An affinity-enhanced bispecific CD3/TCR ImmTAC® molecule mediates T cell activation and redirected killing of melanoma, lung, and ovarian tumor cells expressing PRAME. HLA-relevant PRAME⁺ melanoma (A), NSCLC (B), and ovarian (C) tumor cells were incubated with PBMC effector cells in the presence of increasing concentrations of the PRAME ImmTAC® IMC-F106C. Ovarian TYK-nu (PRAME^–/HLA-A*02:01⁺) and lung NCI-H1693 (PRAME⁺/HLA-irrelevant) cell lines were included as controls.

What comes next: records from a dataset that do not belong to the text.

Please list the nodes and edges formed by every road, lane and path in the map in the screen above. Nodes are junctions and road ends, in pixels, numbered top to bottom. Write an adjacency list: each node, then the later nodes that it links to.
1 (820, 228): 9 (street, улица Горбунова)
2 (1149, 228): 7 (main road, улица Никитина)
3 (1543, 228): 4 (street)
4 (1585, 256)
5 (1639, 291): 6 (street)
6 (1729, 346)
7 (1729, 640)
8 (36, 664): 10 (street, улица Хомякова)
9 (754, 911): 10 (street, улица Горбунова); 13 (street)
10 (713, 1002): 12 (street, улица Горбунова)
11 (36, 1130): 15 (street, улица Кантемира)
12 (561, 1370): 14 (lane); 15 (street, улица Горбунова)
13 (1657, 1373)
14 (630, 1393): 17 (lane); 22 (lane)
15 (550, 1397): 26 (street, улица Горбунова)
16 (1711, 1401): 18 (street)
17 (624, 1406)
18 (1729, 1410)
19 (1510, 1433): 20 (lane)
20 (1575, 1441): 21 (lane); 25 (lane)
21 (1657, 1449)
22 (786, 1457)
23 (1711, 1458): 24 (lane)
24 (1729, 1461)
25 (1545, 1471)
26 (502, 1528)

Effector cells were also cultured with 2 nM IMC-F106C in the absence of target cells, as control. ImmTAC®-mediated T cell activation was determined by IFNγ ELISpot (left panels). $ represents spots too numerous to count by the software and attributed the highest counted value. IMC-F106C-mediated T cell killing was determined as % tumor cell cytolysis in xCELLigence impedance-based assays (right panels). Data were obtained using three healthy PBMC donors and representative data are shown.

Figure 5.

A dose-dependent requirement for intact PRAME antigen provides evidence for the specificity of ImmTAC®-mediated T cell redirection. (A) IFNγ ELISpot analysis of biallelic and tri-allelic deleted MEL624 cell clones K05 and A08 versus wild-type (parental). (B) Representative microscopy data quantitating PRAME-pHLA epitopes for the tri-allelic deleted A08 clone with or without transfection of titrated PRAME mRNA sequence (IVT). (C) Cell lines used in (B) were tested in IFNγ ELISpot to demonstrate rescued ImmTAC®-mediated T cell activation. (D) Example fluorescence microscopy images of PRAME-pHLA epitope detection on three cancer cell lines with varying antigen levels; (E) comparison of PRAME pHLA epitope number with the degree of ImmTAC®-dependent T cell activation (IFNγ ELISpot), area under the curve (AUC), relative to MEL624 (set to 100). Data are representative of at least two experiments per cell line. ELISpot assays were performed with cells from the same healthy PBMC donor.

Figure 6.

PRAME-targeting ImmTAC® redirects PD-1⁺ TILs to kill tumor cells, an effect that is reduced against PD-L1-expressing tumor cells, but alleviated by anti-PD-1 Ab. (A) CD8⁺ TILs from a melanoma tumor sample were FACS sorted into programmed cell death protein 1 (PD-1)⁺ and PD-1^– populations. (B) ImmTAC®-mediated redirection of PD-1^–TILs (left panels) and PD-1⁺ TILs (right panels) resulted in the killing of PD-L1^- tumor cells (MEL624, top panels) and PD-L1⁺ tumor cells (PD-L1 transduced MEL624 cells, bottom panel). The experiment was performed over 4 days in the absence (white circles) or presence (black circles) of blocking anti-PD-1 antibody. (C) % cytolysis area under the curve (AUC) was calculated for the conditions presented in (B), using increasing ImmTAC® concentrations in the presence (black) or absence (white) of anti-PD-1 antibody. Data are shown as mean ± SEM.